After the huge success of their IPO, CSS Entertainment was invited by Nasdaq to ring the opening bell on Aug. 18. Romaniello accompanied Rouhana at the opening bell ceremony, and Sean Branagan, director of the Newhouse Center for Digital Media Entrepreneurship, joined them. Branagan works with a group that helps smaller companies go public.

“The group that helped take CSS Entertainment public is a SWAT team of market makers,” says Branagan. He provides insight to the group about what is happening and what people are interested in on a college campuses. He believes that CSS Entertainment’s IPO will help them grow as a company. “They are now able to make the company better because they have access to money, and they are going to build a serious, successful company.”

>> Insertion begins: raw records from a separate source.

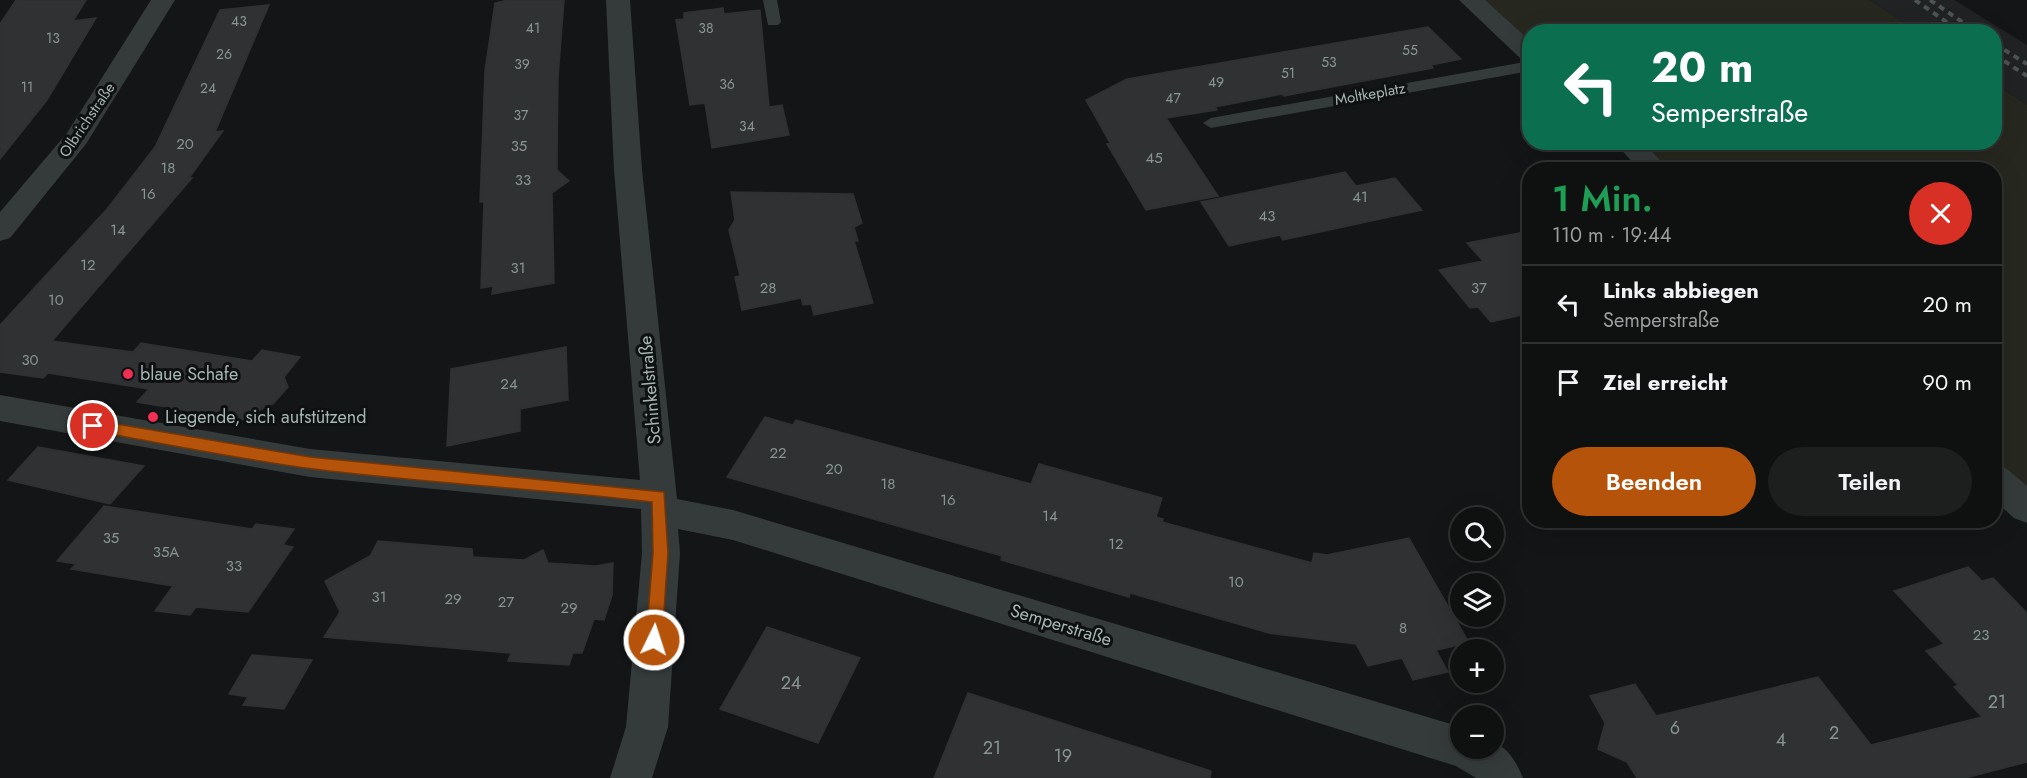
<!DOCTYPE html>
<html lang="de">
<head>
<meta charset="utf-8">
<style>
  body { margin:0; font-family:Jost,sans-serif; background:#1d1e1e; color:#f1f3f6; height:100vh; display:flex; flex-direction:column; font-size:22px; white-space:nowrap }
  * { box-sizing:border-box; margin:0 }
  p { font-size:20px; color:#9b9d9f }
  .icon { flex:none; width:33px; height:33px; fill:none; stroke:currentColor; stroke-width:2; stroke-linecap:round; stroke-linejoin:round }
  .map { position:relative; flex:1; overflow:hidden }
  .drawer { position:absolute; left:1522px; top:162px; width:480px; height:366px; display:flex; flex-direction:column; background:#0f1010; border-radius:24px; box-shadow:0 6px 24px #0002,0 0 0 2px #2f3030 }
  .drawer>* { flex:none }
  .guide { position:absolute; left:1522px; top:24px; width:480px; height:126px; border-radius:24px; box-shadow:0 6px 24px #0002,0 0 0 2px #2f3030; background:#0b6e4f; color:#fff; overflow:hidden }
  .tools { position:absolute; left:1450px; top:507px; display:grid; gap:12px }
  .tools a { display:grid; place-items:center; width:54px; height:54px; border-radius:50%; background:#0f1010; box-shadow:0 6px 24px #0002,0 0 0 2px #2f3030; font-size:30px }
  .pin { position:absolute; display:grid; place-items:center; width:51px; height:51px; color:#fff; margin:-26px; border:3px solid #fff; border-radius:50%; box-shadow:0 2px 6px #0007 }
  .me { position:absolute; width:66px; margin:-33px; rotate:4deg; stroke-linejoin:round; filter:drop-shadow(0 0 4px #0008) }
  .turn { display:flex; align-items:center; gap:21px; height:126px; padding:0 30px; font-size:27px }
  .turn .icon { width:78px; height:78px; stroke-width:2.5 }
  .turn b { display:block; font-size:42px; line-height:51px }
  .round { display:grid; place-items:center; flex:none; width:63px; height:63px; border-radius:32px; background:#1d1e1e }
  .summary { display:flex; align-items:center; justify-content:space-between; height:102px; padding:0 30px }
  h1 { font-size:36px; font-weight:600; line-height:45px; color:#1e9e55 }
  .primary-button { display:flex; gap:12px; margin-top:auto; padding:12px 30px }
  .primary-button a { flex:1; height:69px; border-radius:36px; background:#b45309; color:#fff; font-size:24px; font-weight:600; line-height:69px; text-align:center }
  .primary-button a+a { background:#1d1e1e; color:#f1f3f6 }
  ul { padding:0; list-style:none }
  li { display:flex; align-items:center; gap:18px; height:78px; padding:0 30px; border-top:2px solid #2f3030 }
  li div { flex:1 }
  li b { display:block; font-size:22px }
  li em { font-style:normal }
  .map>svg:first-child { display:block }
  .built { fill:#202223 }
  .green { fill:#262820 }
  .building { fill:#2f3132; stroke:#2e3132; stroke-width:1.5 }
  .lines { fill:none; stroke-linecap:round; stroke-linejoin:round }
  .service { fill:#353b3b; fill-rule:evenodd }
  .minor { fill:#353b3b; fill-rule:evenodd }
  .rail { stroke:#4c5453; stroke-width:4; stroke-dasharray:6 5; stroke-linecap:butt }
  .route { fill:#b45309; stroke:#753606; stroke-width:1.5 }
  .poi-dot { fill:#f32e55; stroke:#0f1011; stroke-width:2 }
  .labels { text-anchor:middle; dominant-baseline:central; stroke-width:6; stroke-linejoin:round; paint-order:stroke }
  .far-number-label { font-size:14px; fill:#889593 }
  .far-street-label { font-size:15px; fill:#a5b6b3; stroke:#0f1011 }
  .number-label { font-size:15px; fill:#889593 }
  .poi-label { font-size:18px; fill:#a5b6b3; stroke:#0f1011; text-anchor:start }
  .street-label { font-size:18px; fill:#a5b6b3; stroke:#0f1011 }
  .near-number-label { font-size:18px; fill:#889593 }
</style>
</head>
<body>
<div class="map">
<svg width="2027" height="778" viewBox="0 0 2027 778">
  <rect width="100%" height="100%" fill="#141516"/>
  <path class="built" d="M 1870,0 L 1954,0 L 2027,45 L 2027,105 L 1995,84 L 1995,32 L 1917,31 Z"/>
  <path class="green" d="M 1477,0 L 1870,0 L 1917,31 L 1530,32 L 1530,50 Z
    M 1995,84 L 2027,105 L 2027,497 L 1995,468 L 1995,170 L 1664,169 L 1633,143 L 1995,142 Z"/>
  <path class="building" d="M 16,0 L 86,0 L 73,21 L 96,18 L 47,100 L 0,159 L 0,24 Z
    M 508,0 L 564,0 L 558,77 L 557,156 L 557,170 L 569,181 L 552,193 L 554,283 L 492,294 L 493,286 L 481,288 L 484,202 L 480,202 L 485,71 L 495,3 Z
    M 269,5 L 215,132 L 223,131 L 189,178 L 192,178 L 52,341 L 133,352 L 141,343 L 252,361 L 262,350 L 300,357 L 284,377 L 288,387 L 273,404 L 255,412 L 247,421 L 137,402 L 149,389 L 48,373 L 43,378 L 0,372 L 0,325 L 107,209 L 155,147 L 220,10 Z
    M 723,8 L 724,14 L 760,10 L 769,107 L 782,105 L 789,135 L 712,148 L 705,103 L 690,105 L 676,20 L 684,19 L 684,13 Z
    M 1428,27 L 1461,59 L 1431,65 L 1433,68 L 1284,96 L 1282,94 L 1215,107 L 1217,110 L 1166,118 L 1218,196 L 1146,210 L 1107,144 L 1110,143 L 1086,100 L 1127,79 Z
    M 1345,172 L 1356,186 L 1395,178 L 1422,210 L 1283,240 L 1280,235 L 1229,246 L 1201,202 Z
    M 731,192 L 853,194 L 862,223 L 854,227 L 858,241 L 854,241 L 873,303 L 814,315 L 811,304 L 803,305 L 801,298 L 742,310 L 735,277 L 740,276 L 729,230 L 735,220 Z
    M 1530,231 L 1530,313 L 1491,322 L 1478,307 L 1470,308 L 1439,270 L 1483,261 L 1467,243 Z
    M 566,347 L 568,400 L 520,409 L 520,431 L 447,446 L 451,369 Z
    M 765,417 L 793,425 L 796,420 L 1031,484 L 1039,464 L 1162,498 L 1156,517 L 1163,519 L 1162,522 L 1312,563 L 1314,553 L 1327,555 L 1409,538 L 1469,643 L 1436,650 L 1448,672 L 1413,680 L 1402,658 L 1368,666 L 1356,644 L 1269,633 L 1130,593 L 1129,597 L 1001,560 L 1002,556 L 727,477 Z
    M 38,447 L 144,466 L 110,504 L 8,480 Z
    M 104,506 L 252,529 L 256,524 L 294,529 L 283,545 L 293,547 L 248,612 L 196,607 L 190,615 L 155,611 L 173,586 L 71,569 L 76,564 L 57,561 Z
    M 378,541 L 472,549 L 473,557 L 524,560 L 543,550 L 548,563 L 596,566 L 613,563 L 612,595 L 604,620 L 594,619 L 582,653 L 573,653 L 569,665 L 508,661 L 511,653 L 324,637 L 340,612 L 325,581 L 370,556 Z
    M 1968,567 L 1982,581 L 1993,578 L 2027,613 L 2027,762 L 1965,778 L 1637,778 L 1627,762 L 1598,749 L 1605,723 L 1590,696 L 1635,684 L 1656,716 L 1818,677 L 1871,745 L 1982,717 L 1954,687 L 1958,685 L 1926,651 L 1944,644 L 1894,591 Z
    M 767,627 L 860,658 L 818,743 L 720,709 Z
    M 252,655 L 312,660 L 284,709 L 243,705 L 248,697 L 229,694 Z
    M 968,693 L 1211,771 L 1210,778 L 934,778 Z"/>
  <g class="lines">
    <path class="service" d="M 763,0 L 777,0 L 781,22 L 778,25 L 768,25 Z
      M 1530,61 L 1530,71 L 1211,128 L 1203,123 L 1211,118 Z"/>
    <path class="minor" d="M 151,0 L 175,0 L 86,144 L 10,238 L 0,241 L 0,212 L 67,133 Z
      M 606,0 L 630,0 L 642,170 L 677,499 L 733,510 L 1461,727 L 1461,748 L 1494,748 L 1494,742 C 1510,750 1516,762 1523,778 L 1476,778 L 1456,766 L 733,540 L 678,529 L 680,553 L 668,727 L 652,778 L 610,778 L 626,727 L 642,553 L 641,509 L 310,477 L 0,421 L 0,395 L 310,449 L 640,480 L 614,170 Z
      M 1459,0 L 1485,0 L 1530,41 L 1530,61 L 1521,59 Z
      M 1614,142 L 1643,142 L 1669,170 L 1640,170 Z
      M 1995,465 L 2007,469 L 2027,486 L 2027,523 L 2014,518 L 1995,501 Z"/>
    <path class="rail" d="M 1915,0 L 1961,32
      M 1930,0 L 1977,32
      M 1995,44 L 2027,64
      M 1995,55 L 2027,76"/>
  </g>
  <path class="route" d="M 93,420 L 310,457 L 664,492 L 668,553 L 662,640 L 659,645 L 654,647 L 648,645 L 646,640 L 653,553 L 652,502 C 539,489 426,483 313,469 C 239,459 166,444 93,431 L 86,426 Z"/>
  <g class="poi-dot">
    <circle cx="128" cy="374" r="6"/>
    <circle cx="153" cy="417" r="6"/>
  </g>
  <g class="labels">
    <g class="far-number-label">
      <text x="239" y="21">43</text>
      <text x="533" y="28">41</text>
      <text x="706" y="28">38</text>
      <text x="53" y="38">13</text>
      <text x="1410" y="50">55</text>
      <text x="224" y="54">26</text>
      <text x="1329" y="62">53</text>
      <text x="522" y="64">39</text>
      <text x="1288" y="73">51</text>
      <text x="1216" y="82">49</text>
      <text x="727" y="84">36</text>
      <text x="27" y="87">11</text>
      <text x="208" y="88">24</text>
      <text x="1173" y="98">47</text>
      <text x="521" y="115">37</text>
      <text x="747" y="126">34</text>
    </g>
    <g class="far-street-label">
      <text transform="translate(1370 94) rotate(-10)">Moltkeplatz</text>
      <text transform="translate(87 120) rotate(-56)">Olbrichstraße</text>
    </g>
    <g class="number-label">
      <text x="185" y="144">20</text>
      <text x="519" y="146">35</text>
      <text x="1154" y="158">45</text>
      <text x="168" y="168">18</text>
      <text x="523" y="180">33</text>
      <text x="148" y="194">16</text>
      <text x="1360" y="197">41</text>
      <text x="1267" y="216">43</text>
      <text x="118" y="230">14</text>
      <text x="88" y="265">12</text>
      <text x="518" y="268">31</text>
      <text x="768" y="288">28</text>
      <text x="1479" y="288">37</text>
      <text x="56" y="300">10</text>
      <text x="30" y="360">30</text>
      <text x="509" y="384">24</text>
      <text x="778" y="453">22</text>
      <text x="834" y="469">20</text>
      <text x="888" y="484">18</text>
      <text x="948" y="500">16</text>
      <text x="1050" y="516">14</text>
      <text x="111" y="538">35</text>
      <text x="1116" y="544">12</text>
      <text x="166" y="552">35A</text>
      <text x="234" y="566">33</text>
      <text x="1236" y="582">10</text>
      <text x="379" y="597">31</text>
      <text x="453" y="599">29</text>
      <text x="506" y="602">27</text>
      <text x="569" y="608">29</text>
      <text x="1403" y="628">8</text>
      <text x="1981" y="635">23</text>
    </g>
    <g class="poi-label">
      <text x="140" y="374">blaue Schafe</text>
      <text x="165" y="417">Liegende, sich aufstützend</text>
    </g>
    <g class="street-label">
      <text transform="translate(650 390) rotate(-95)">Schinkelstraße</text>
      <text transform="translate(1061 625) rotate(17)">Semperstraße</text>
    </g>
    <g class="near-number-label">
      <text x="791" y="683">24</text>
      <text x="1997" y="702">21</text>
      <text x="1675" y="728">6</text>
      <text x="1834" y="733">2</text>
      <text x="1781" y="740">4</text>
      <text x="992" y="748">21</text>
      <text x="1063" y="756">19</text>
    </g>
  </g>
</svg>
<div class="tools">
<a><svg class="icon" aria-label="search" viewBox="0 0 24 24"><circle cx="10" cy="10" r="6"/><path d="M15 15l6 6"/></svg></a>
<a><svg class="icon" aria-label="layers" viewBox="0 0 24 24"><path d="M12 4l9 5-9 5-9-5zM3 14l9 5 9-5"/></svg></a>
<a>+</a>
<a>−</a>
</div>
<div class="pin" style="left:93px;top:426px;background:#d93025"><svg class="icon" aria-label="arrive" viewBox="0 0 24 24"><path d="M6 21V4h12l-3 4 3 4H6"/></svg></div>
<svg class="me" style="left:654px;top:640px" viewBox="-20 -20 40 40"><circle r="17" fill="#b45309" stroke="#fff" stroke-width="3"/><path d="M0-11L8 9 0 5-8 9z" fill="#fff"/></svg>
<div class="guide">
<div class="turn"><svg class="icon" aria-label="left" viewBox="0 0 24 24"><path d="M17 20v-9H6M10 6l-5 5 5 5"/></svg><div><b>20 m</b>Semperstraße</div></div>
</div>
<section class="drawer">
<div class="summary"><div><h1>1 Min.</h1><p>110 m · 19:44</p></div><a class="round" style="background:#d93025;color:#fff"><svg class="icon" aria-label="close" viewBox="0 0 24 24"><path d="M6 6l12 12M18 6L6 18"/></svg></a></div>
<ul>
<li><svg class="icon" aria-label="left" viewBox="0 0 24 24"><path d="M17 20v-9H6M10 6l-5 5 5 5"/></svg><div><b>Links abbiegen</b><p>Semperstraße</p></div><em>20 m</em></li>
<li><svg class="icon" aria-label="arrive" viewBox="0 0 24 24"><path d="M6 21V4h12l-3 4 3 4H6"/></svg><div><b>Ziel erreicht</b></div><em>90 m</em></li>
</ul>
<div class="primary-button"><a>Beenden</a><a>Teilen</a></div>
</section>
</div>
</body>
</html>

Romaniello and Branagan have stayed in touch since this process ended, and are looking for ways to possibly work together again. “Sean is not only a brilliant man, but a great investor,” Romaniello says. “He exudes positivity and he and I have begun talking about different ways to work with his connections to help the entertainment business.”

Although the IPO process is now complete, Romaniello continues to work on moving the business of CSS Entertainment forward. “I am constantly asking: is this helping move the needle? Is this moving the business forward? What’s the short-term impact? Long-term impact? How do we get everyone to work together to implement the strategy?”

She also continues to say yes to new opportunities, and encourages current Newhouse students to do the same. “You will learn so much more than if you say no. Even if you don’t know where you’re going or what you’re getting into or what it will lead to, just say yes.”

Mia Rossi is a senior broadcast and digital journalism student at the Newhouse School.